Hele-On now fare free

June 7, 2022
Free ridership is possible thanks to funding received from CRRSAA and the American Rescue Plan Act.

Hele-On is now fare free through Dec. 31, 2023, according to an announcement from the County of  Hawaiʻi Mass Transit Agency.

Free ridership is possible due to the department receiving $4.5 million in Coronavirus Response and Relief Supplemental Appropriations Act (CRRSAA) and $1,879,773 in American Rescue Plan Act from the Federal Transit Administration (FTA) by way of the Hawai’i Department of Transportation (HDOT).

The funds are 100 percent federal with no local match necessary and are provided to help transit systems sustain their operations during the pandemic. Upon receipt of the American Rescue Plan Act funds, the fare-free initiative should extend another year to Dec. 31, 2024.   

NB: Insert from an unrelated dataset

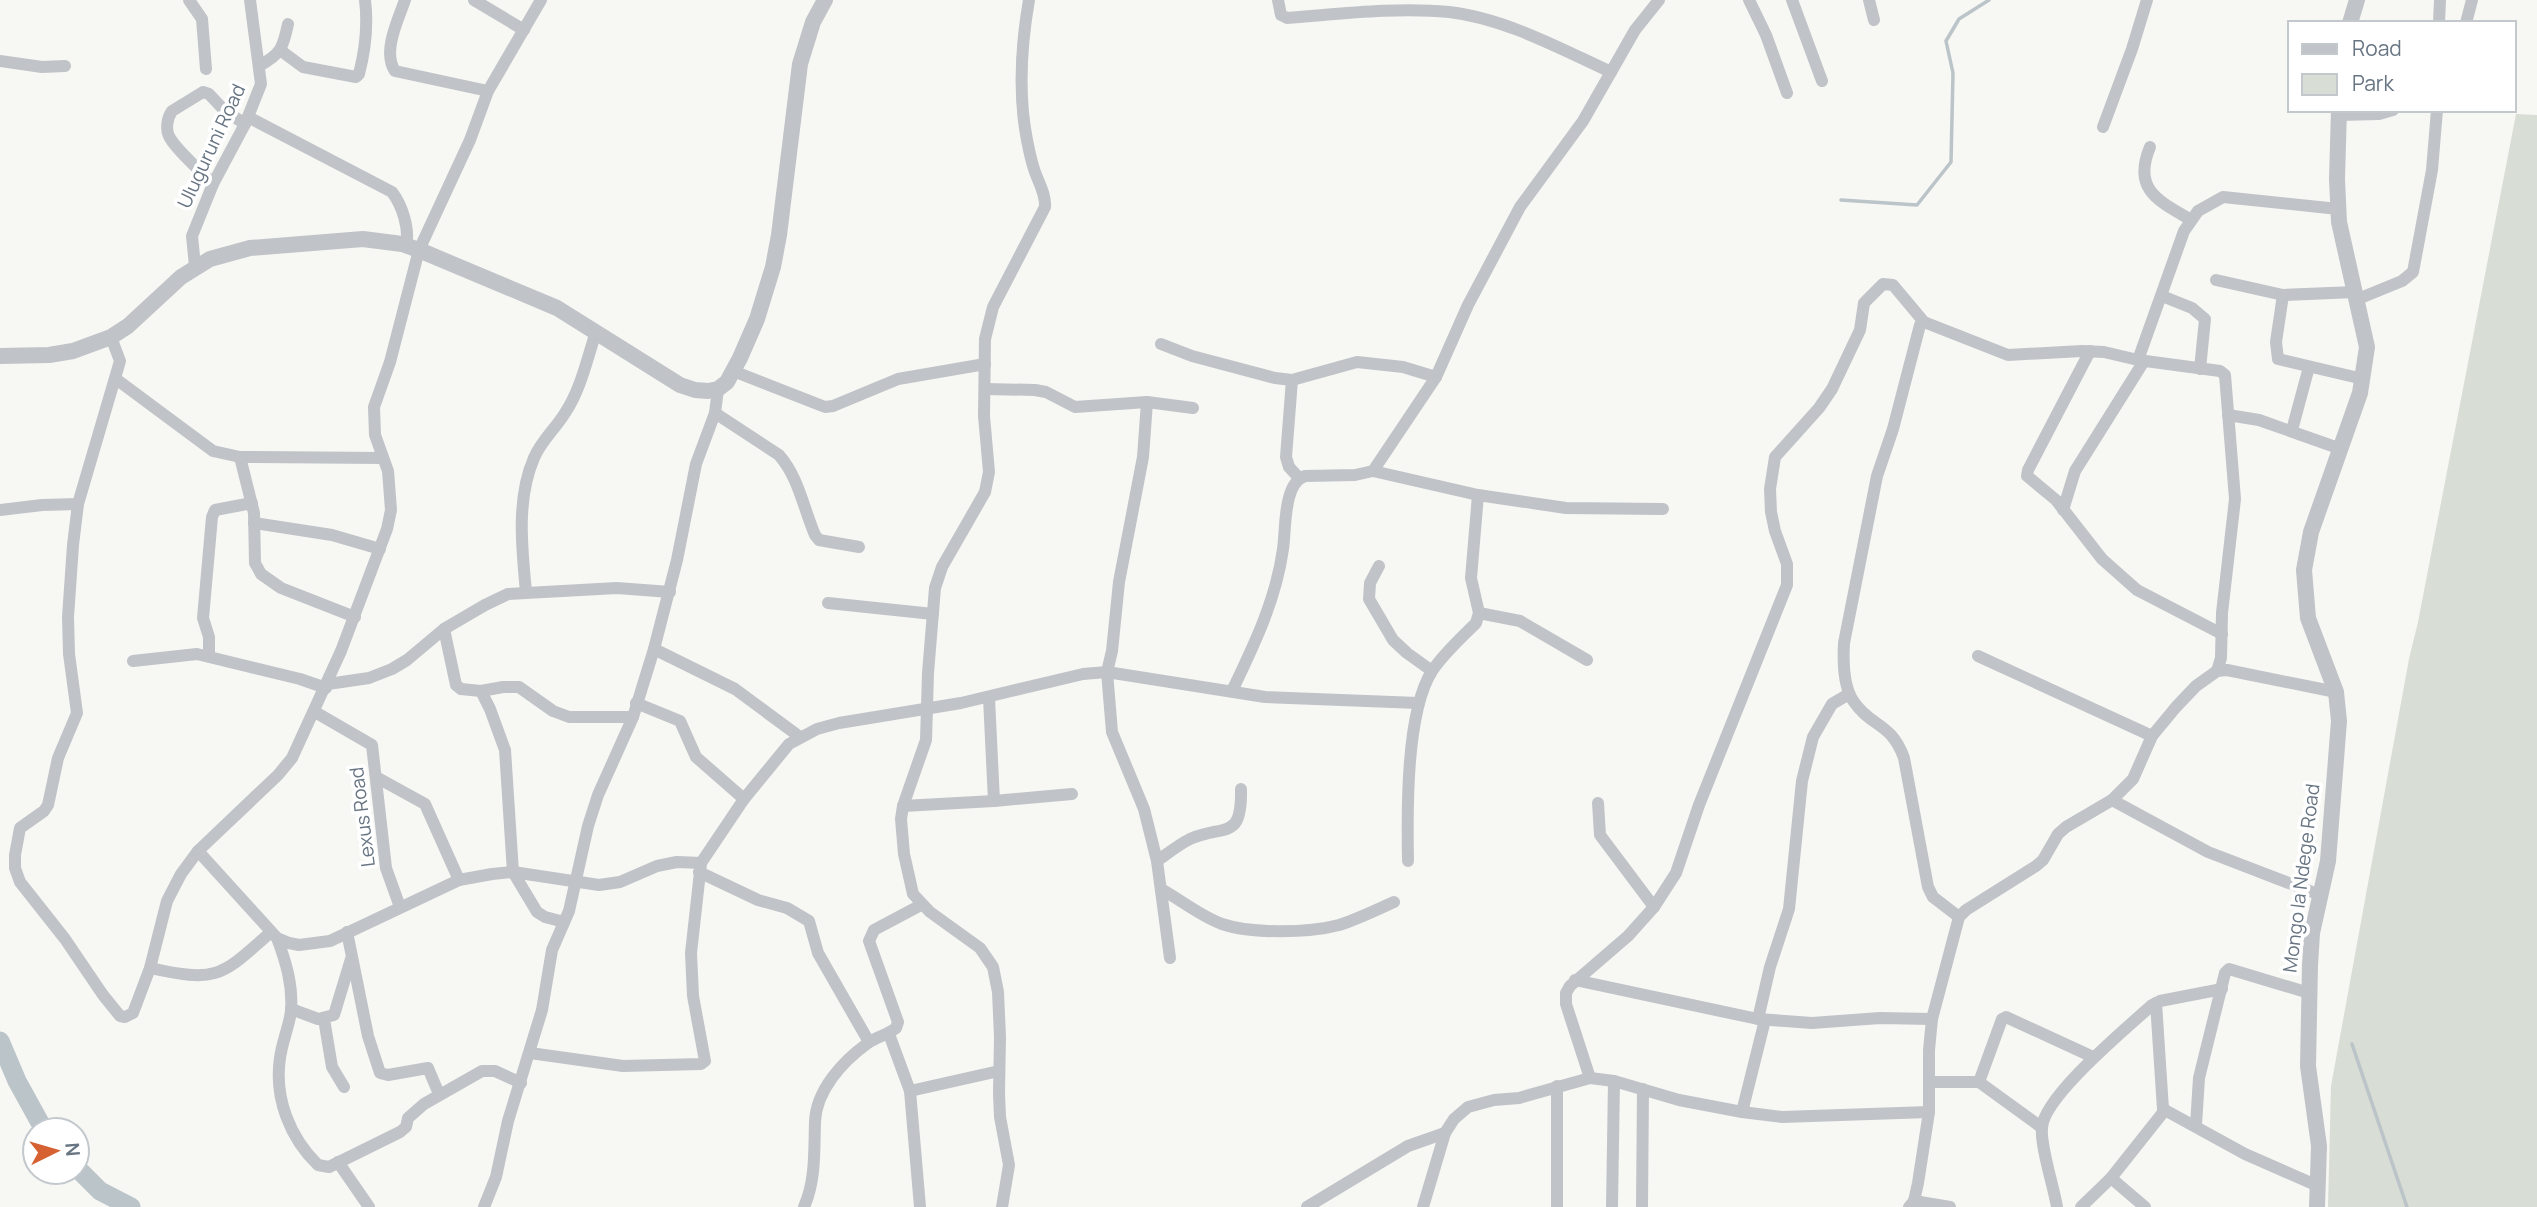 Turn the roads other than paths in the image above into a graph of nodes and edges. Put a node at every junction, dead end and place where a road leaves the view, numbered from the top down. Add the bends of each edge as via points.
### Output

“We are extremely excited to offer this improved, efficient and critical resource to our community at no cost,” said Hawaii County Mayor Mitch Roth. “There are a myriad of issues contributing to a growing cost of living, so it is our hope that providing free transportation services to our residents will help alleviate some of that burden. We understand that Hele-On has had a bad rap in the past but would like to encourage our residents to try it out; they may be pleasantly surprised.”  

With Hele-On accessible to all, equity and improved access to sustainable public transit island-wide for county residents and visitors are now in effect. Hele-On is also using the funds to cover the implementation of the new transit service network as planned in the 2018 Transit & Multi-modal Transportation Master Plan, which increased public transit access in the Hilo, KailuaKona, Waimea, Puna and Ka’u areas of the Island with later service, more frequent service and added Sunday and holiday services.

The master plan is helping the county restore creditability in its public transit system and allow it to be an integral part of connecting people to jobs, education, social service and quality of life while driving economic development. In addition, underserved communities such as Pahoa, one of the fastest-growing areas on the Island, has significant transit access with seven days a week transit service, paratransit service and additional small bus service within the many subdivisions along Highways 11 and 130.    

“Higher ridership translates into increased federal and state formula funding and creates a positive feedback loop for Hele-On to improve and grow the island’s mobility network,” said John Andoh, Mass Transit administrator and general manager.

Hawai’i County will be the first transit system to offer fare-free transit in the state of Hawai’i. Providing fare-free transit will allow those experiencing financial hardship not to worry about transportation expenses. The goal of implementing fare-free transit is also to rebuild ridership lost over the past ten years due to reliability issues of the transit system.